New York cocoa daily chart Source: IT-Finance.com

​The price action has featured several characteristics typical of commodity bubbles, including widening trading ranges, increasing gaps between sessions, and multiple limit moves. However, unlike pure speculative bubbles, cocoa's rally has been underpinned by genuine supply shortages.

​For those using technical analysis in their trading decisions, CFD trading platforms offer tools to identify potential support and resistance levels, momentum indicators, and other technical factors that may influence cocoa price movements.

Long-term implications for the cocoa industry

​The unprecedented price surge has significant long-term implications for the cocoa industry. Higher prices may incentivise increased planting and investment in cocoa production, potentially leading to oversupply in 3-5 years when new trees mature. This could create a boom-bust cycle characteristic of many agricultural commodities.

​Sustainability initiatives, already a focus in the cocoa industry due to historical concerns about labour practices and deforestation, may gain additional momentum as companies seek to secure reliable supply chains. Investments in climate-resilient farming practices and disease-resistant cocoa varieties could accelerate.

​Consumer preferences may also shift in response to higher chocolate prices, with potential growth in cocoa alternatives or chocolate-flavoured products with minimal cocoa content. Premium chocolate brands may face challenges maintaining both quality standards and market share.

​For long-term investors in the agricultural sector, understanding these structural trends is essential. Trading signals can help identify potential turning points in commodity cycles, but fundamental analysis of supply and demand factors remains crucial for navigating agricultural markets.

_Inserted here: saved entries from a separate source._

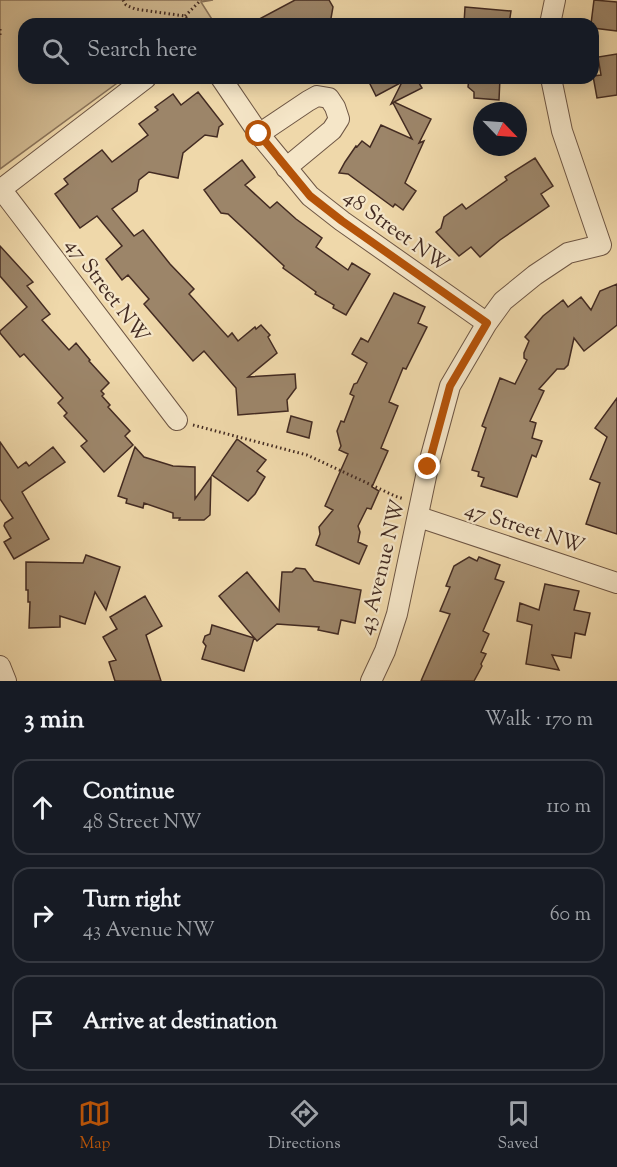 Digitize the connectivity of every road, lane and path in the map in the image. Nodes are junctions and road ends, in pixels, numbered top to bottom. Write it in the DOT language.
graph roads {
  1 [pos="123,0"];
  2 [pos="201,0"];
  3 [pos="555,0"];
  4 [pos="185,16"];
  5 [pos="551,18"];
  6 [pos="0,29"];
  7 [pos="0,36"];
  8 [pos="138,84"];
  9 [pos="225,84"];
  10 [pos="552,84"];
  11 [pos="259,134"];
  12 [pos="286,168"];
  13 [pos="1,190"];
  14 [pos="609,242"];
  15 [pos="487,323"];
  16 [pos="177,420"];
  17 [pos="420,510"];
  18 [pos="617,583"];
  19 [pos="0,666"];
  20 [pos="6,681"];
  21 [pos="371,681"];
  1 -- 4 [label="path"];
  2 -- 4 [label="path"];
  3 -- 5 [label="street"];
  6 -- 7 [label="path"];
  8 -- 13 [label="street"];
  9 -- 11 [label="street, 48 Street NW"];
  10 -- 14 [label="street, 43 Avenue NW"];
  11 -- 12 [label="street, 48 Street NW"];
  11 -- 12 [label="street"];
  12 -- 15 [label="street, 48 Street NW"];
  13 -- 16 [label="street, 47 Street NW"];
  14 -- 15 [label="street, 43 Avenue NW"];
  15 -- 17 [label="street, 43 Avenue NW"];
  16 -- 17 [label="path"];
  17 -- 18 [label="street, 47 Street NW"];
  17 -- 21 [label="street, 43 Avenue NW"];
  19 -- 20 [label="street"];
} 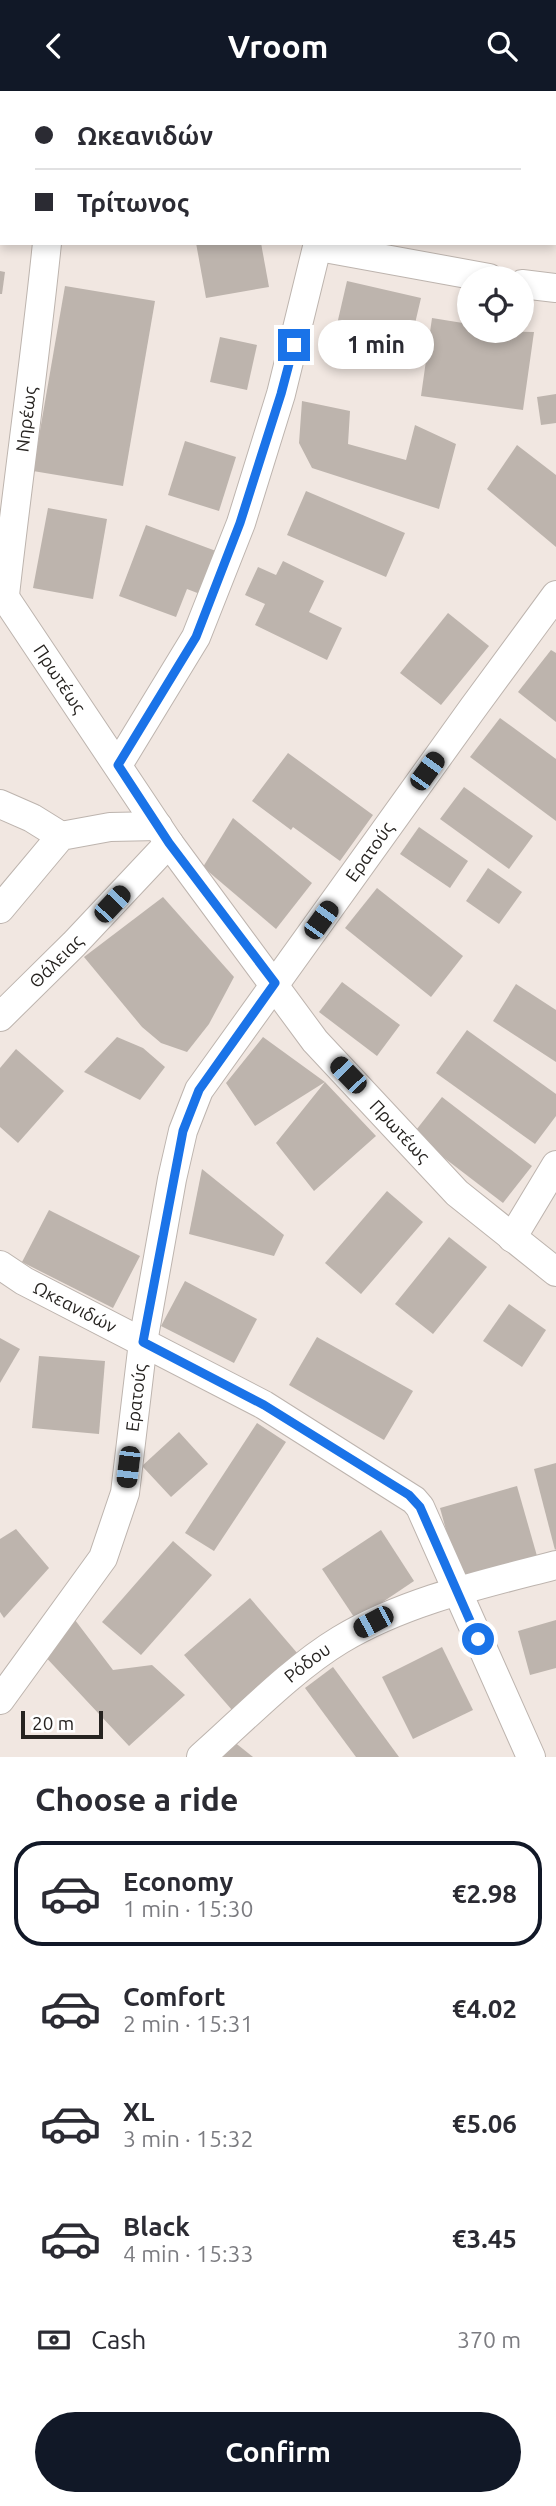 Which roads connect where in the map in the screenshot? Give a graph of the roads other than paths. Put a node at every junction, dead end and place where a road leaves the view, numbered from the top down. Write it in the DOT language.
graph roads {
  1 [pos="47,245"];
  2 [pos="318,245"];
  3 [pos="457,272"];
  4 [pos="534,285"];
  5 [pos="556,288"];
  6 [pos="2,593"];
  7 [pos="556,595"];
  8 [pos="118,765"];
  9 [pos="0,804"];
  10 [pos="164,835"];
  11 [pos="61,836"];
  12 [pos="0,909"];
  13 [pos="275,983"];
  14 [pos="0,1017"];
  15 [pos="556,1165"];
  16 [pos="512,1238"];
  17 [pos="0,1265"];
  18 [pos="556,1272"];
  19 [pos="143,1342"];
  20 [pos="556,1565"];
  21 [pos="457,1591"];
  22 [pos="0,1700"];
  23 [pos="201,1757"];
  24 [pos="531,1757"];
  1 -- 6 [label="street, Νηρέως"];
  2 -- 3 [label="street"];
  2 -- 8 [label="street"];
  4 -- 5 [label="street"];
  6 -- 8 [label="street, Πρωτέως"];
  7 -- 13 [label="street, Ερατούς"];
  8 -- 10 [label="street, Πρωτέως"];
  9 -- 11 [label="street"];
  10 -- 11 [label="street"];
  10 -- 13 [label="street, Πρωτέως"];
  10 -- 14 [label="street, Θάλειας"];
  11 -- 12 [label="street"];
  13 -- 16 [label="street, Πρωτέως"];
  13 -- 19 [label="street, Ερατούς"];
  15 -- 16 [label="street"];
  16 -- 18 [label="street, Πρωτέως"];
  17 -- 19 [label="street, Ωκεανιδών"];
  19 -- 21 [label="street, Ωκεανιδών"];
  19 -- 22 [label="street, Ερατούς"];
  20 -- 21 [label="street, Ρόδου"];
  21 -- 23 [label="street, Ρόδου"];
  21 -- 24 [label="street, Ωκεανιδών"];
}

​How to trade cocoa markets

  1. ​Do your research on the fundamentals driving cocoa markets, including production forecasts, weather patterns in key growing regions, and consumption trends. 
  2. ​Choose whether you want to trade or invest based on your timeframe and risk tolerance. Remember that agricultural commodities like cocoa can be highly volatile. 
  3. Open an account with us if you don't already have one. 
  4. ​Search for cocoa futures markets in our platform or app.
  5. ​Place your trade, ensuring you have appropriate risk management strategies in place, such as stop losses, to protect against unexpected market movements.

​Cocoa's extreme volatility requires careful risk management. Using a demo account to practice your strategy before committing real capital can be a prudent approach, allowing you to become familiar with cocoa's price patterns without risking actual funds.

​For those interested in broader exposure to agricultural commodities, our trading services provide access to a range of related markets, including other soft commodities like coffee and sugar that may exhibit correlated price movements or offer diversification benefits.

​The cocoa market's recent experience demonstrates the complex interplay of environmental, economic, and financial factors that can drive commodity prices. While presenting challenges for industry participants, this volatility also creates opportunities for well-informed traders who understand the underlying dynamics and implement effective risk management strategies.